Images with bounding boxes
== Segment start ==

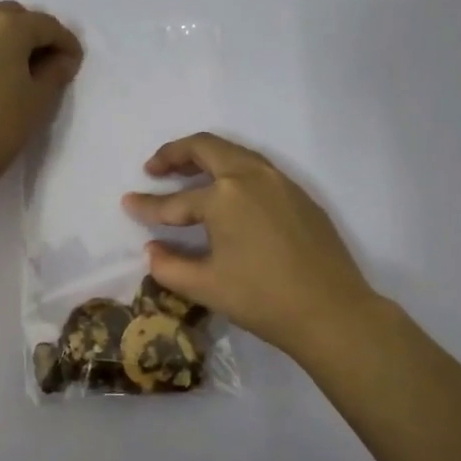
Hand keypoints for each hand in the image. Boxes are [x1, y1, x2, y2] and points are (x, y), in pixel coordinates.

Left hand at [0, 1, 83, 198]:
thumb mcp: (39, 100)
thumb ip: (56, 71)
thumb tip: (61, 59)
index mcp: (6, 25)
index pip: (47, 25)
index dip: (66, 43)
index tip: (75, 64)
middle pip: (15, 17)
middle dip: (35, 36)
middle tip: (49, 65)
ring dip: (10, 40)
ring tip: (22, 71)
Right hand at [122, 132, 378, 365]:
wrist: (332, 312)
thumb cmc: (262, 299)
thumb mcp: (206, 287)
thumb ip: (169, 266)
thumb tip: (152, 251)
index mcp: (224, 197)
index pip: (175, 201)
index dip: (147, 205)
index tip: (127, 203)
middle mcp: (251, 177)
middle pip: (206, 148)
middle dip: (175, 154)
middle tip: (154, 168)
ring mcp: (281, 182)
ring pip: (235, 153)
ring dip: (207, 158)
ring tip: (187, 175)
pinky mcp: (300, 196)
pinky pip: (258, 169)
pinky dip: (233, 171)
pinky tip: (229, 196)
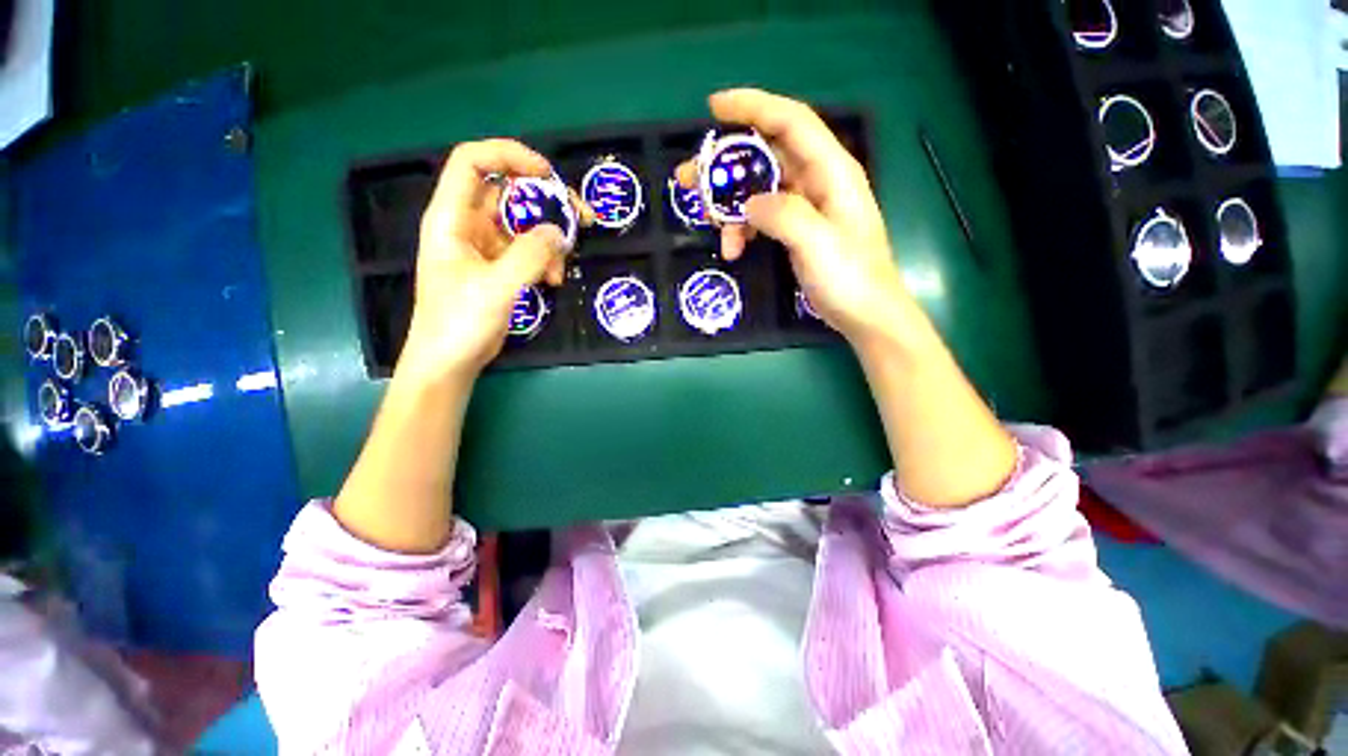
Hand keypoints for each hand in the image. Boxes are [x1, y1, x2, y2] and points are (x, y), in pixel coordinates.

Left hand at [400, 139, 571, 380]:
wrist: (450, 362)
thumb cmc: (459, 323)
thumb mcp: (496, 287)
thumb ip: (530, 255)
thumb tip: (559, 232)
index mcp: (451, 218)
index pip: (474, 163)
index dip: (509, 156)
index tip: (548, 175)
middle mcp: (468, 225)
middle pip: (509, 192)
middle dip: (547, 201)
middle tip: (582, 217)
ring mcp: (485, 247)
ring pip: (525, 224)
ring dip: (551, 240)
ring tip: (562, 267)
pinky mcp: (500, 268)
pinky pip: (529, 250)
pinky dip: (546, 260)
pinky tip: (553, 281)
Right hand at [679, 89, 914, 348]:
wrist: (863, 313)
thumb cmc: (849, 277)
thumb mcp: (817, 243)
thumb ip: (783, 215)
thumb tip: (749, 204)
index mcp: (831, 171)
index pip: (790, 122)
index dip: (753, 107)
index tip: (714, 107)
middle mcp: (817, 180)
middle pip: (766, 155)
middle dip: (727, 164)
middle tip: (689, 178)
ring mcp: (805, 206)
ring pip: (758, 189)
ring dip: (730, 206)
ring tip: (709, 226)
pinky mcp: (796, 228)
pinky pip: (762, 217)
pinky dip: (743, 229)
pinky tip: (734, 249)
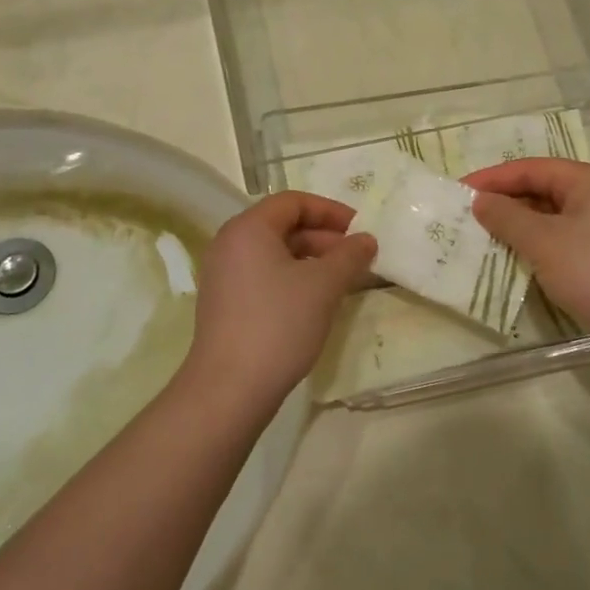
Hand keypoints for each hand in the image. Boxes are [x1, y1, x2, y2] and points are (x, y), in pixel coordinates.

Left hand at [182, 191, 375, 410]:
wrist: (229, 388)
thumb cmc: (279, 324)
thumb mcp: (323, 285)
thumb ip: (349, 256)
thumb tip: (366, 239)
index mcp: (248, 228)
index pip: (293, 202)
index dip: (330, 211)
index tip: (360, 228)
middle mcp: (229, 244)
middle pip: (283, 226)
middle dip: (324, 238)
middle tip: (357, 257)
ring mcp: (223, 275)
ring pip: (275, 254)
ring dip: (312, 260)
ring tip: (342, 281)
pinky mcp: (224, 303)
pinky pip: (264, 276)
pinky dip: (293, 279)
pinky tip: (316, 302)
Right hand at [467, 159, 589, 367]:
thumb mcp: (544, 241)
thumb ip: (507, 217)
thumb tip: (480, 201)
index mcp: (588, 181)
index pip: (531, 168)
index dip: (493, 178)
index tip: (458, 192)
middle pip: (542, 190)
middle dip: (504, 202)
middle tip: (466, 217)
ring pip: (551, 219)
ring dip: (518, 227)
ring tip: (482, 239)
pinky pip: (562, 243)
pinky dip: (537, 248)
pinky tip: (516, 262)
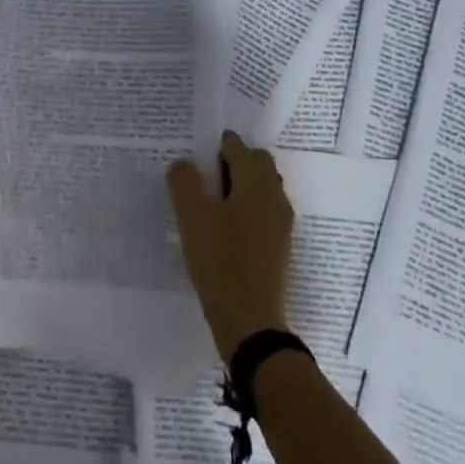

== Segment end ==

• [Your task]:
Copy the lines above exactly. Start with the line containing "ring dip: (551, 240)", end with the line containing "index mcp: (831, 171)", and include both.

• [Exercise response]:
ring dip: (551, 240)
ring tip: (562, 267)
pinky mcp: (500, 268)
pinky pip: (529, 250)
pinky dip: (546, 260)
pinky tip: (553, 281)
Right hand at [679, 89, 914, 348]:
wrist: (863, 313)
thumb cmc: (849, 277)
thumb mcp: (817, 243)
thumb ip: (783, 215)
thumb tip: (749, 204)
index mcp: (831, 171)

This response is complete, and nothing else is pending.